- **Task requirements**
A line qualifies if it holds the string "Abbruzzese". Copy every qualifying line from the records.

- **Given records**

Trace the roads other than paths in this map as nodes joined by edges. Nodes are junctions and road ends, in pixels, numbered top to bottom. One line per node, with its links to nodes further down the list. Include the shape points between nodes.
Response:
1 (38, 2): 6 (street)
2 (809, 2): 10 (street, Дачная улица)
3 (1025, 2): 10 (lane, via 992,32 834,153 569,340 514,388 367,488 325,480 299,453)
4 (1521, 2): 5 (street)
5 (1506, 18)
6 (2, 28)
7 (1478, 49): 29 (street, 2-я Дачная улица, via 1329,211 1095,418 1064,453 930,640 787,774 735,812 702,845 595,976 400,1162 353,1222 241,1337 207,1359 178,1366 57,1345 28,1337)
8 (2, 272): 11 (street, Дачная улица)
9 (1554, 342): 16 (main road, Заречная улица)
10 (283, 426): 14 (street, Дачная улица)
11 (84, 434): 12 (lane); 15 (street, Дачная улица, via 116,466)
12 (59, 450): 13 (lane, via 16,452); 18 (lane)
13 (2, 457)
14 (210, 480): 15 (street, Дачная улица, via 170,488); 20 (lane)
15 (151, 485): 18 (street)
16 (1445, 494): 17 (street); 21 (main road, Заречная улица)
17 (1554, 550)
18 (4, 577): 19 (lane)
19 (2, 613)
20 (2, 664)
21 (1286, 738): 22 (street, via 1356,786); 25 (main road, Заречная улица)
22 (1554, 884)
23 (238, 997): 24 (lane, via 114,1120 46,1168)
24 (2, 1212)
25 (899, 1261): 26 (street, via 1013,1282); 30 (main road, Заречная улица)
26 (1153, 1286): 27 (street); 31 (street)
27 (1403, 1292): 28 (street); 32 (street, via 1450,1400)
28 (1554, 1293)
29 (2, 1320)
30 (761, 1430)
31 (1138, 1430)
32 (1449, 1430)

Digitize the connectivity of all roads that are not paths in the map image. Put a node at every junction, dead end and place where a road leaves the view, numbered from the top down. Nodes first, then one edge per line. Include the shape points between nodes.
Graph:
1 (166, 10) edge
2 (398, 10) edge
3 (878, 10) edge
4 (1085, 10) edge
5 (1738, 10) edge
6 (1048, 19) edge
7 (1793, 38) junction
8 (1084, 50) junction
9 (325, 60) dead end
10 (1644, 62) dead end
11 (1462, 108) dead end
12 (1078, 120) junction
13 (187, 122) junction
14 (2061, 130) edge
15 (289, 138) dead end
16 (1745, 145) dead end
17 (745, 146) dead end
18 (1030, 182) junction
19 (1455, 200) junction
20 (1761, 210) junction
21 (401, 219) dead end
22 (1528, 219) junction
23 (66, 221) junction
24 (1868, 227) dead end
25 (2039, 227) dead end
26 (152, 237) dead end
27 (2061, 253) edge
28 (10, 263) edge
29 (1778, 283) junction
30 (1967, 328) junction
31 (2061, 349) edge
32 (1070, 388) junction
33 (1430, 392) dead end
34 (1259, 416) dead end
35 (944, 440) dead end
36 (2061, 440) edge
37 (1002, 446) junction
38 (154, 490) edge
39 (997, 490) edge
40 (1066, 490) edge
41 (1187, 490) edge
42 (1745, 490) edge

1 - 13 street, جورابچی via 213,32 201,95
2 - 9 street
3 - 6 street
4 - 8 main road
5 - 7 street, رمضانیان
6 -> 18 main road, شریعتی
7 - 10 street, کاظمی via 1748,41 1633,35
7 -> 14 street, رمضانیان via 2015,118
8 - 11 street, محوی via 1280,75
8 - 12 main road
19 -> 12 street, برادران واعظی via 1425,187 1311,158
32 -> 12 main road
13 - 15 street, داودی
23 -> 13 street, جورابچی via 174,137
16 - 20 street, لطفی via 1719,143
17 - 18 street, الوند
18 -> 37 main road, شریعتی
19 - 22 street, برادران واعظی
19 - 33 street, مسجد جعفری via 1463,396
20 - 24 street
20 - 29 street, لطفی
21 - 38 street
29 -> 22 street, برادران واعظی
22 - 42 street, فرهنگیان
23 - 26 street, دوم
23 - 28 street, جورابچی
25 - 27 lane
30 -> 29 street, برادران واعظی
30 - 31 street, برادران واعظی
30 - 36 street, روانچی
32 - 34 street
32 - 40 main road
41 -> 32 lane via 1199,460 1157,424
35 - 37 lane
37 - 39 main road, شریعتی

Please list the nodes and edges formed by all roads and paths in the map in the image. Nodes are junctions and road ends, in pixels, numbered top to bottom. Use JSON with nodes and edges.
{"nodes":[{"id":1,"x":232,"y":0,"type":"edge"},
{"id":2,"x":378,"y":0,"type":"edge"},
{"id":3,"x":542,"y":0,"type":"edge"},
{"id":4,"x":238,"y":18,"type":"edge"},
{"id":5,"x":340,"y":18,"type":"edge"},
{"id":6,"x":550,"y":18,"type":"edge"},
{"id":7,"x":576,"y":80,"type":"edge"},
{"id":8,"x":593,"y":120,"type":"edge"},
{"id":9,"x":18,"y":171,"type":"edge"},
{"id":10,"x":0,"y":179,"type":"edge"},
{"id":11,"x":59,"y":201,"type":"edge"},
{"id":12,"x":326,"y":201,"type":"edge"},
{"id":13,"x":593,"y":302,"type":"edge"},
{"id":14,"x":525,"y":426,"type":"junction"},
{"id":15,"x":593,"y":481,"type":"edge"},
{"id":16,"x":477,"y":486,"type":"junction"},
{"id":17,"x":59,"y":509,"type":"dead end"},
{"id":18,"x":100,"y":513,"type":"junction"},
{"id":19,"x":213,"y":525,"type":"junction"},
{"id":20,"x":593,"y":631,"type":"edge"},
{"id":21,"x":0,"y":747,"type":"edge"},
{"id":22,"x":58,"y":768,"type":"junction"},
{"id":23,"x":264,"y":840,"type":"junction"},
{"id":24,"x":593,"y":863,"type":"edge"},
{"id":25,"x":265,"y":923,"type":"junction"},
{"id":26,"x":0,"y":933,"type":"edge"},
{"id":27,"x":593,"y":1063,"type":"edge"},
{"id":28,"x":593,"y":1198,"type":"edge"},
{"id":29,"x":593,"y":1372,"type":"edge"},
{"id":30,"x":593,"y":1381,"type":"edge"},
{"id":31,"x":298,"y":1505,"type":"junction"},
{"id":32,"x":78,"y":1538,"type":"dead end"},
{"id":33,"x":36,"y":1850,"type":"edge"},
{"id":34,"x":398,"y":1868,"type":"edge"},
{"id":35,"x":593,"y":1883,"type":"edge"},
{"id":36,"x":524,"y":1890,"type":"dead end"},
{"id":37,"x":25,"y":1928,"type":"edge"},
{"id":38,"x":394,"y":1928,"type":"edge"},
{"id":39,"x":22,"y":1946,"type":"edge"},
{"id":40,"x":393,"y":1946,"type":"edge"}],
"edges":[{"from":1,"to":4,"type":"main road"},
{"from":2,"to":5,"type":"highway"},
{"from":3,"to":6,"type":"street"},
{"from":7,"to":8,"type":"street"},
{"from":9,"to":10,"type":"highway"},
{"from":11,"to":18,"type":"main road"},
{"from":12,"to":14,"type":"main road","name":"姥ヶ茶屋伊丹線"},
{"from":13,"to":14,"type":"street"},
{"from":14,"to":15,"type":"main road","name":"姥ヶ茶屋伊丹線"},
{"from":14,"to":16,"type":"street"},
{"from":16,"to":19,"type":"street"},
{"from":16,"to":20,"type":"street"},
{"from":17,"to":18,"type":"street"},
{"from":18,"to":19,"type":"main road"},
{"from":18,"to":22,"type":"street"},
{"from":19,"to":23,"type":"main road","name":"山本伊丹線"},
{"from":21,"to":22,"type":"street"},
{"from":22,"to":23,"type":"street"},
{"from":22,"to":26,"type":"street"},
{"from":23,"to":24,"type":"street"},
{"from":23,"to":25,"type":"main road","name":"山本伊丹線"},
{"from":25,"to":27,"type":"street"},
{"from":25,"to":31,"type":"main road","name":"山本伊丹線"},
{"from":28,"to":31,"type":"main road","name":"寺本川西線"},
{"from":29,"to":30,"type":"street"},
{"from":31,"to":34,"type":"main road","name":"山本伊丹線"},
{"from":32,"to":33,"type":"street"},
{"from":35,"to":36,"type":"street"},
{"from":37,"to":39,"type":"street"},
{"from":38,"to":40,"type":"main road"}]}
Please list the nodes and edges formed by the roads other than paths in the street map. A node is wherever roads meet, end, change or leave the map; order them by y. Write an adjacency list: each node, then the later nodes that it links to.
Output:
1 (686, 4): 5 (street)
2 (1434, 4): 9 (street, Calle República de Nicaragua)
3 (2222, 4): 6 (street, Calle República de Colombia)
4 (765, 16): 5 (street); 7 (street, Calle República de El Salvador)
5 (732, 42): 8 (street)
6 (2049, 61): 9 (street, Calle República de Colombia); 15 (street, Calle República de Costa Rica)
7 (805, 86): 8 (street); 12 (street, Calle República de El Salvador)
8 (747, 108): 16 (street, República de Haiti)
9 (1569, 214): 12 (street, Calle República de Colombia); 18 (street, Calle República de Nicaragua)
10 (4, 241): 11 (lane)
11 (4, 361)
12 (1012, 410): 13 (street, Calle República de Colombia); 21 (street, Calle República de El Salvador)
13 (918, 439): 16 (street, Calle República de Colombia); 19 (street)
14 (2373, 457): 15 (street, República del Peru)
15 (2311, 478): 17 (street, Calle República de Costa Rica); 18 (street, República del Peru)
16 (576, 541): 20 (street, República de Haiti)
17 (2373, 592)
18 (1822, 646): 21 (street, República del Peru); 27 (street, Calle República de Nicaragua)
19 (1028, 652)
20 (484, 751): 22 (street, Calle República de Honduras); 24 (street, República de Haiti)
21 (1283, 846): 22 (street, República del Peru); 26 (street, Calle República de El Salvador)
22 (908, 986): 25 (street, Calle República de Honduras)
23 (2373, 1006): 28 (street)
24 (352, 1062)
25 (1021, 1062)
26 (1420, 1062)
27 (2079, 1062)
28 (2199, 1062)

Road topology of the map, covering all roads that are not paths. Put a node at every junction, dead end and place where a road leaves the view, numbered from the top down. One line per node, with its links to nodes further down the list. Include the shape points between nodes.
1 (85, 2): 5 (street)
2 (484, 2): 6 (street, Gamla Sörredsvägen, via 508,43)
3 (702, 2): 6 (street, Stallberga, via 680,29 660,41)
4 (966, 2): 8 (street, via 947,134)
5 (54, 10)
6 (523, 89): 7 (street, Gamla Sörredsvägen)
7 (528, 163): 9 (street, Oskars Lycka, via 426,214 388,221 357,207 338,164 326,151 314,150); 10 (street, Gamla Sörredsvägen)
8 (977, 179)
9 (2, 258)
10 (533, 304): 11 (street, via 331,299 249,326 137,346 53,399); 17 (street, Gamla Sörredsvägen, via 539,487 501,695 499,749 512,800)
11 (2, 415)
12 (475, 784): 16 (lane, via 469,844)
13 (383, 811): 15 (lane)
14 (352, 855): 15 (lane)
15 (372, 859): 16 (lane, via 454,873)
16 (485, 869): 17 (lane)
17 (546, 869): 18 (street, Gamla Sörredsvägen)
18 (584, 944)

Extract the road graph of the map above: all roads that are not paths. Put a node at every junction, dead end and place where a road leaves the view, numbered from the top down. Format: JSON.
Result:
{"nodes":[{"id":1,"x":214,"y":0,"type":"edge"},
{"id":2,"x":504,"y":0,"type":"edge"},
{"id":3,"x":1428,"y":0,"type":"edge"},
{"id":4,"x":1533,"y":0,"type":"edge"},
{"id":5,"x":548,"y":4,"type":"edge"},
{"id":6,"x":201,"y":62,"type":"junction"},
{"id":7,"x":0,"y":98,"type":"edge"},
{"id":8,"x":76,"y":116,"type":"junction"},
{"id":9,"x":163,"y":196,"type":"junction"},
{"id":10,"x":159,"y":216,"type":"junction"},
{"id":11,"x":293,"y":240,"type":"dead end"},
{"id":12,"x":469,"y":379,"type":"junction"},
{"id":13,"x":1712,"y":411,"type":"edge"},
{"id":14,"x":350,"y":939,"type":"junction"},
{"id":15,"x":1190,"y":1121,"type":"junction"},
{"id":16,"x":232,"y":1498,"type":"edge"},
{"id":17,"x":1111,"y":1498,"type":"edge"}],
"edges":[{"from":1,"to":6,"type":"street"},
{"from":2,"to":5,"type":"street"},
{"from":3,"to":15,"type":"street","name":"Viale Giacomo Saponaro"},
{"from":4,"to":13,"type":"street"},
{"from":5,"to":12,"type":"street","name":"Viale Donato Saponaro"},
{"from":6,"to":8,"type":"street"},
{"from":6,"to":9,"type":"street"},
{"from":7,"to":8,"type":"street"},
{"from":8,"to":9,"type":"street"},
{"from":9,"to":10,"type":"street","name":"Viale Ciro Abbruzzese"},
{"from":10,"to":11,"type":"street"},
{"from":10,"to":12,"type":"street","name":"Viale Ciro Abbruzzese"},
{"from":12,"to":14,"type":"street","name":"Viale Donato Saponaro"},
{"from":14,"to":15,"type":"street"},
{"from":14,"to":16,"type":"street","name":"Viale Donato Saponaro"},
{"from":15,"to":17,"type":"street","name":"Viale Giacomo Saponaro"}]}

- **Result for this exercise**
{"from":9,"to":10,"type":"street","name":"Viale Ciro Abbruzzese"},
{"from":10,"to":12,"type":"street","name":"Viale Ciro Abbruzzese"},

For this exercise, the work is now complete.